* **Work instruction**
The response should reproduce exactly the lines from the top of the listing below through the one that contains "0 540 translate 1 -1 scale", and nothing else; pictures do not belong in it.
(Exercise inputs)
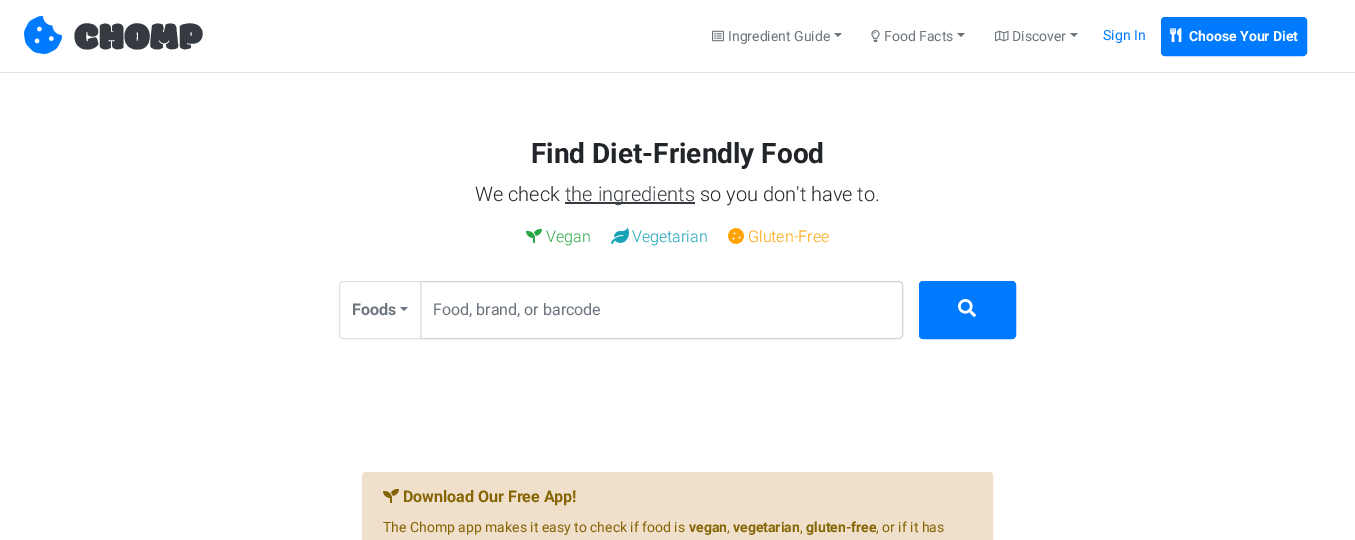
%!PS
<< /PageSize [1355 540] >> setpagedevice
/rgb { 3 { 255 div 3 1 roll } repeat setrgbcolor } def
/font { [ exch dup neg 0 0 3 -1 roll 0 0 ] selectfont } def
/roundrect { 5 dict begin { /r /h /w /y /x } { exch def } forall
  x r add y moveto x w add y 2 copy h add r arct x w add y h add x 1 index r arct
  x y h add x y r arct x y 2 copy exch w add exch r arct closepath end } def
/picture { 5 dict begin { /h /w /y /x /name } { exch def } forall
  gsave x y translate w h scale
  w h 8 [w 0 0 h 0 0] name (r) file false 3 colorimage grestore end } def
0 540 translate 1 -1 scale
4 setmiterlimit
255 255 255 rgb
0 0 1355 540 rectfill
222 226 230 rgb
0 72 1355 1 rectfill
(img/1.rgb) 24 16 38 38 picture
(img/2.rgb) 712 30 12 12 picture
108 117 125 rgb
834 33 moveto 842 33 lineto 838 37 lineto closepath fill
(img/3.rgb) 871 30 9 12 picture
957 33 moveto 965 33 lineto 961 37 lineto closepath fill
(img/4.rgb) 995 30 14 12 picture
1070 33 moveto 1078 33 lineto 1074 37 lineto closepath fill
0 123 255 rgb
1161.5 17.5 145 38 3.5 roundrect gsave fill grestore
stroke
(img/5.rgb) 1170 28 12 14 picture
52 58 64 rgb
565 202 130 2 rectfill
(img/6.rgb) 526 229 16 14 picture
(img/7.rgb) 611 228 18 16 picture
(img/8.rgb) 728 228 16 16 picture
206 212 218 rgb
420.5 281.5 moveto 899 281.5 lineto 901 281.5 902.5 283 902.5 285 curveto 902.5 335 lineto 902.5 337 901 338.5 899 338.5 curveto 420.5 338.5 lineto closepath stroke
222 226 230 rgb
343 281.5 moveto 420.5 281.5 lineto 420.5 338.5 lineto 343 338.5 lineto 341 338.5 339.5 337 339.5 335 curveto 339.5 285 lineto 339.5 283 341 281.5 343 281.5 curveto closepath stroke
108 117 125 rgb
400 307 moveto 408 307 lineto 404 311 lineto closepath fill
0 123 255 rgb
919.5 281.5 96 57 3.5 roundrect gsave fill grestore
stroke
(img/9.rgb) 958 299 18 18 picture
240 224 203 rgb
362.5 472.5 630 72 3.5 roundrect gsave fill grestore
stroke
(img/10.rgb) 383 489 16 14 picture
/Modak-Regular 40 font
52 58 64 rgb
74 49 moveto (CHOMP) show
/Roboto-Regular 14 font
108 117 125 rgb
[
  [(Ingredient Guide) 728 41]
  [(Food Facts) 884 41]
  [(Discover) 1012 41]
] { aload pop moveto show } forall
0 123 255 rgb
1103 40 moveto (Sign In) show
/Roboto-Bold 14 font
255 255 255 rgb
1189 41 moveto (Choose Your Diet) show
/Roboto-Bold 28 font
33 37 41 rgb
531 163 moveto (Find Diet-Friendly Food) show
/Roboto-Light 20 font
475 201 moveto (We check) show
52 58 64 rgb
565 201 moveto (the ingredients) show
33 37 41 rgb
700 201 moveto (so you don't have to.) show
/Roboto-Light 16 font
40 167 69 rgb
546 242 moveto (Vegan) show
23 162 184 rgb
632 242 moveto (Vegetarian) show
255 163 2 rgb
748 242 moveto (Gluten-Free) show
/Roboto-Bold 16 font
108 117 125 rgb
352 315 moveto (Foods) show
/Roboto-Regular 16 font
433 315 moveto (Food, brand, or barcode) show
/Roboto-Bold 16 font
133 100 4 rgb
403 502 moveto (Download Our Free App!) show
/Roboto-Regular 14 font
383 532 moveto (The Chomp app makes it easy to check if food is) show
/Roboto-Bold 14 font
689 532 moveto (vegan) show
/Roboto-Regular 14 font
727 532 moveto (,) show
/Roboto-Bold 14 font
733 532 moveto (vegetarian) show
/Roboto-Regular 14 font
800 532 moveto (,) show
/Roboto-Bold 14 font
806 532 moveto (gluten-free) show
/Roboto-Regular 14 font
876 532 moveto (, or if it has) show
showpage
(End Exercise inputs)
* **Solution**
%!PS
<< /PageSize [1355 540] >> setpagedevice
/rgb { 3 { 255 div 3 1 roll } repeat setrgbcolor } def
/font { [ exch dup neg 0 0 3 -1 roll 0 0 ] selectfont } def
/roundrect { 5 dict begin { /r /h /w /y /x } { exch def } forall
  x r add y moveto x w add y 2 copy h add r arct x w add y h add x 1 index r arct
  x y h add x y r arct x y 2 copy exch w add exch r arct closepath end } def
/picture { 5 dict begin { /h /w /y /x /name } { exch def } forall
  gsave x y translate w h scale
  w h 8 [w 0 0 h 0 0] name (r) file false 3 colorimage grestore end } def
0 540 translate 1 -1 scale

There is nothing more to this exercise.